Lucid planning Tesla Model 3/Y competitor by 'mid-late decade'
The next dish on Lucid’s plate is the Air Sapphire (pictured). The dish after that is the Gravity SUV, entering production late next year if the horrors and the situations can stay out of the way. The dish after that will be a more affordable vehicle than either the Air sedan or Gravity, and Lucid CEO Peter Rawlinson is out to ensure the public understands what this third dish is and when it will be served. He told Autocar, “After Gravity we’re going to do [Tesla] Model 3 and Model Y competitors. We think around $50,000, maybe $48,000 — something like that. It’s too early to say, but that’s the vision.” He stresses the $50,000 mark is a goal, adding, “don’t hold me to [that].” However, he also stresses how important an affordable car is to himself and the company in saying, “That is exactly why I go to work. I am not here to build an expensive car that only rich people can afford,” and, “we’re going to compete in that market — high-volume family car.”
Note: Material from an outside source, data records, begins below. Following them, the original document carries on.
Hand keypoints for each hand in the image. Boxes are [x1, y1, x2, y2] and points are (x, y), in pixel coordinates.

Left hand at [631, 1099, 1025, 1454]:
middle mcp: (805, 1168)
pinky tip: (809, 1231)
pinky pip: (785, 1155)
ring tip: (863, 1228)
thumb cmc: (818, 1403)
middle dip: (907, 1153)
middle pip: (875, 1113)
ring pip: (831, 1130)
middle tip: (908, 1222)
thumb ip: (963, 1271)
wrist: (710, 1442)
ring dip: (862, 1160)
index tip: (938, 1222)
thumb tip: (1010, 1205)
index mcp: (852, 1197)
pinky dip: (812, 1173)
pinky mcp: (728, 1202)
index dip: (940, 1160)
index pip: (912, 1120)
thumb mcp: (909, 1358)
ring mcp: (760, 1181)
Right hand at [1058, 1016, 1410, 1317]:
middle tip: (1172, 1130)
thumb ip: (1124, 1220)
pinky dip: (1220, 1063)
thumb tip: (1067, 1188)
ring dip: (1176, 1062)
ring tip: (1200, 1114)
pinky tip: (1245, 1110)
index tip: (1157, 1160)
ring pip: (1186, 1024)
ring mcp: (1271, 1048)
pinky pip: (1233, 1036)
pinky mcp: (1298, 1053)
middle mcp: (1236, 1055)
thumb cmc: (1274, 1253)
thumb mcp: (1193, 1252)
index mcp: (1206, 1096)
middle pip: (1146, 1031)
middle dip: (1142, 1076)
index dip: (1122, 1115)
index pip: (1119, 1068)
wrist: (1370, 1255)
The due date is “mid-late decade.” Let’s say five years, as a placeholder. As many have pointed out, an EV that starts at half a hundred thousand dollars is only competing with the flagship Tesla trim, either the $50,990 Model 3 Performance or the $52,490 Model Y, and those are 2023 prices. The crystal ball business is having the worst time since the invention of crystal, who knows what the value of $50,000 will be in 2028 or 2029 or what kind of car it will buy. For comparison, the iSeeCars Car Affordability Study puts the current limit of affordability at $36,217.
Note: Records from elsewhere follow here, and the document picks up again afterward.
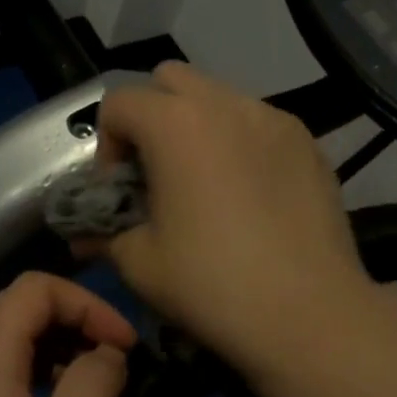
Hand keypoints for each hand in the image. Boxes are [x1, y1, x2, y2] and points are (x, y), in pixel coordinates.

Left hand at [0, 272, 136, 396]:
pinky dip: (32, 379)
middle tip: (115, 361)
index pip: (29, 290)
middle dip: (71, 320)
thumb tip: (105, 351)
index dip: (86, 304)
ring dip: (53, 349)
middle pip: (11, 311)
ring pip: (0, 347)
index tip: (125, 348)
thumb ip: (91, 387)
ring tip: (94, 388)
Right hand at [99, 62, 373, 374]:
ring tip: (206, 183)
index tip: (121, 190)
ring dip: (198, 126)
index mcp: (175, 124)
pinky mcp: (307, 141)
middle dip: (152, 116)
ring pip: (218, 97)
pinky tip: (250, 195)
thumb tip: (86, 236)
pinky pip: (258, 123)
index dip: (107, 144)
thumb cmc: (212, 285)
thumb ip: (105, 234)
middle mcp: (225, 104)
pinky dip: (239, 142)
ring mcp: (273, 118)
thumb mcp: (140, 264)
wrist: (310, 315)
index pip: (119, 102)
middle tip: (158, 172)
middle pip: (170, 80)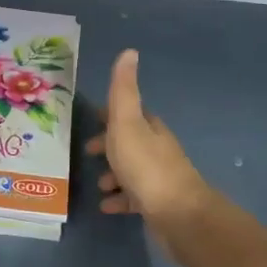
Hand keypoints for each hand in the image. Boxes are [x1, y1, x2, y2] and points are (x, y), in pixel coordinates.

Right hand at [86, 49, 214, 249]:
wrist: (178, 215)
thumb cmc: (146, 166)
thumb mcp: (127, 123)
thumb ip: (124, 91)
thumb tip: (129, 51)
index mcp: (150, 129)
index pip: (130, 113)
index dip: (110, 114)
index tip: (92, 117)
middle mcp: (157, 150)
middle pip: (130, 141)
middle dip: (109, 145)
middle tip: (87, 151)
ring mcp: (159, 179)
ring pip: (131, 170)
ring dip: (113, 174)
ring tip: (98, 183)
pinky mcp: (158, 205)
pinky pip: (134, 198)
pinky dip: (119, 199)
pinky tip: (107, 206)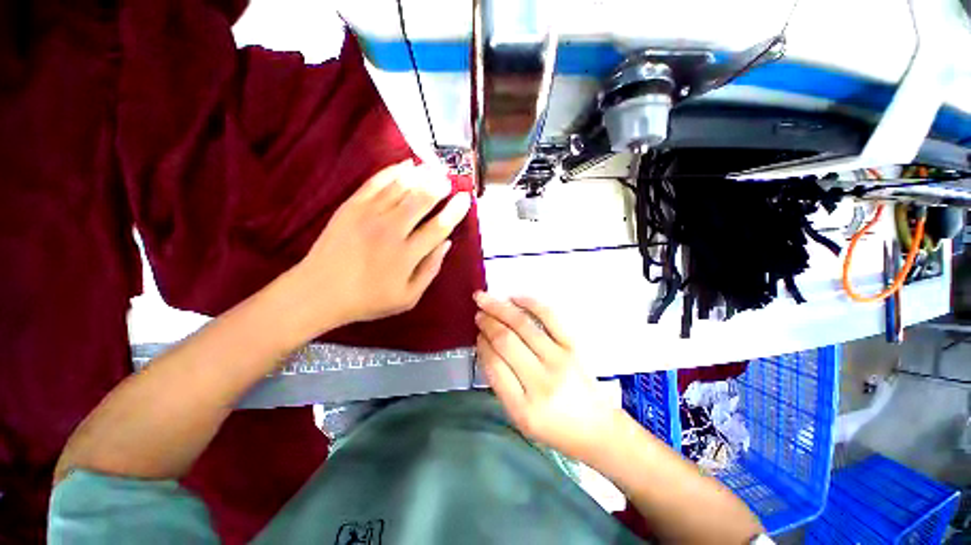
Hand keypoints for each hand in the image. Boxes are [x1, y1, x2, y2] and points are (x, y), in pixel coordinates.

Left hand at [286, 160, 470, 340]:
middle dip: (439, 186)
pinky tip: (405, 165)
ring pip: (400, 187)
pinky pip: (375, 182)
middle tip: (449, 179)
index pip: (439, 226)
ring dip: (421, 175)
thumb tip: (446, 243)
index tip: (465, 198)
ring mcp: (368, 215)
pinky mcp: (350, 207)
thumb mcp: (408, 297)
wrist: (318, 292)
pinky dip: (393, 171)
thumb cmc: (368, 299)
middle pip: (421, 200)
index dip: (455, 210)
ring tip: (433, 168)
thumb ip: (430, 270)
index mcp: (407, 255)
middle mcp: (390, 231)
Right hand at [474, 292, 620, 460]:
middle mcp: (541, 381)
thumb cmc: (554, 428)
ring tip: (485, 299)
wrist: (596, 428)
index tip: (477, 334)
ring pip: (523, 325)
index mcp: (523, 407)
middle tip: (478, 312)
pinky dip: (530, 303)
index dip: (482, 344)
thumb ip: (500, 383)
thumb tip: (486, 345)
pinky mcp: (573, 346)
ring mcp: (560, 360)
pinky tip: (515, 298)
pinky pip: (550, 317)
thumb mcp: (519, 417)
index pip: (494, 365)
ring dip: (500, 309)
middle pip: (506, 341)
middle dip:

We do know that the plan is for many OEMs to be either entirely EV or EV-only for new models by then, a transition that could provide a more balanced landscape for Lucid’s entry or obscure it in a mosh pit of competitors.
What won’t change for Rawlinson is the quest for efficiency, the CEO saying what every serious EV player says, “The biggest impact on the mass market car will be with smaller battery packs.” He doesn’t talk up solid-state batteries or alternate chemistries, though, only extracting more gains. “[How] can we compete? Because we’ve got the most advanced technology, which means we can go farther with less battery, and the battery is the most high-cost item of an electric car. So if you can go a certain distance with less battery, you can make that car more cheaply than anyone else.”
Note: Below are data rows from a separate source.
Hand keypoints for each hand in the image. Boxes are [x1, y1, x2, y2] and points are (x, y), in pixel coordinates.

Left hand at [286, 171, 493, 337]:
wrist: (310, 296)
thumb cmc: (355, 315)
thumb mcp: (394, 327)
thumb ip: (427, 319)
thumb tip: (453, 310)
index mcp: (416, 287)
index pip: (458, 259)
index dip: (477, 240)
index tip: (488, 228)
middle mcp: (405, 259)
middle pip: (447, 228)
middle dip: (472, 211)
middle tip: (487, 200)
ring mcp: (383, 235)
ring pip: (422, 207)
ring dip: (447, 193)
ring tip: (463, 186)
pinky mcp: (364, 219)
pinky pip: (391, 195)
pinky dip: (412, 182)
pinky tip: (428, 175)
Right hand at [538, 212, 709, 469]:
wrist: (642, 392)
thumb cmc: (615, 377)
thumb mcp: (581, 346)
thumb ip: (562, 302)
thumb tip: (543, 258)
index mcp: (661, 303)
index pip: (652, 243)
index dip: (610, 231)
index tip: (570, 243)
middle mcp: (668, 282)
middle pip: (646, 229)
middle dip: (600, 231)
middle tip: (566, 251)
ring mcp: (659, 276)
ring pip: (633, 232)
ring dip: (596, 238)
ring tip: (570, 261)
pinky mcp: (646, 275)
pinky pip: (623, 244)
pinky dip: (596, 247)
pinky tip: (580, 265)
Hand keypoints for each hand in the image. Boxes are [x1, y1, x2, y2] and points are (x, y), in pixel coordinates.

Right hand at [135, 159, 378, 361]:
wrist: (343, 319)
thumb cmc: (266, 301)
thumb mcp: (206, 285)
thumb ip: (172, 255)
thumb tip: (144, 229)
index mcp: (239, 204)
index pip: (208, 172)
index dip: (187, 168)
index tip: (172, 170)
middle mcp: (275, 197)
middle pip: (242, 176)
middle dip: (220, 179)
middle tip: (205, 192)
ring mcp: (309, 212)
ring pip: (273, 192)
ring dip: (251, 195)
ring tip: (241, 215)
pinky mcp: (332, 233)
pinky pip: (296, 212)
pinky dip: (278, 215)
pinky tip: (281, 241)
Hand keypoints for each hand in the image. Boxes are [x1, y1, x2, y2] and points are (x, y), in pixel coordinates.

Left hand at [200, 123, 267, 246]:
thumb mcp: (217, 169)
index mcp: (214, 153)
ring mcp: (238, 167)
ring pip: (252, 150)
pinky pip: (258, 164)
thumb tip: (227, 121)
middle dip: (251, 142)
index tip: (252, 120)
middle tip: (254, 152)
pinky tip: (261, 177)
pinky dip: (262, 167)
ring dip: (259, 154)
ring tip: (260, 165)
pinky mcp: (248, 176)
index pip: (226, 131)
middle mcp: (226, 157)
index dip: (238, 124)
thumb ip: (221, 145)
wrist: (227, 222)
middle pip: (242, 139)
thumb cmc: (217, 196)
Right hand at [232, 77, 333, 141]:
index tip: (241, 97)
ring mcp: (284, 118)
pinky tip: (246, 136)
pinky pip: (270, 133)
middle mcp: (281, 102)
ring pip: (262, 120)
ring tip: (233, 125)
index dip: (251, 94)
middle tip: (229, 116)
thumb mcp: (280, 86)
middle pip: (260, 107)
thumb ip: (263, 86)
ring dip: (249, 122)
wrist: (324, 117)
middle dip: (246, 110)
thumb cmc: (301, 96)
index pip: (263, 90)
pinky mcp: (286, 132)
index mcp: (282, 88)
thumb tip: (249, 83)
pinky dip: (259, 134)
“My vision is could we get to six miles per kilowatt-hour?” he asked, noting that Lucid’s at 4.6 with the Air. “If we could get six miles per kilowatt-hour and you only need 150 miles range, that’s a 25 kilowatt-hour pack. That’s a $4,000 pack particularly with a bit of industrializing scale and battery manufacture. That’s what we need to make a $25,000 car and that’s what the environment and the world needs urgently to get masses into electric cars. You need the $25,000 car.”
We agree with the efficiency and inexpensive car, we’re not sold on Rawlinson’s other comments about how much range future drivers will “need” from a charge, numbers like 150 and 250 miles far too low. But it’s too early to dice that up, let’s get to the Gravity and see what the world looks like then.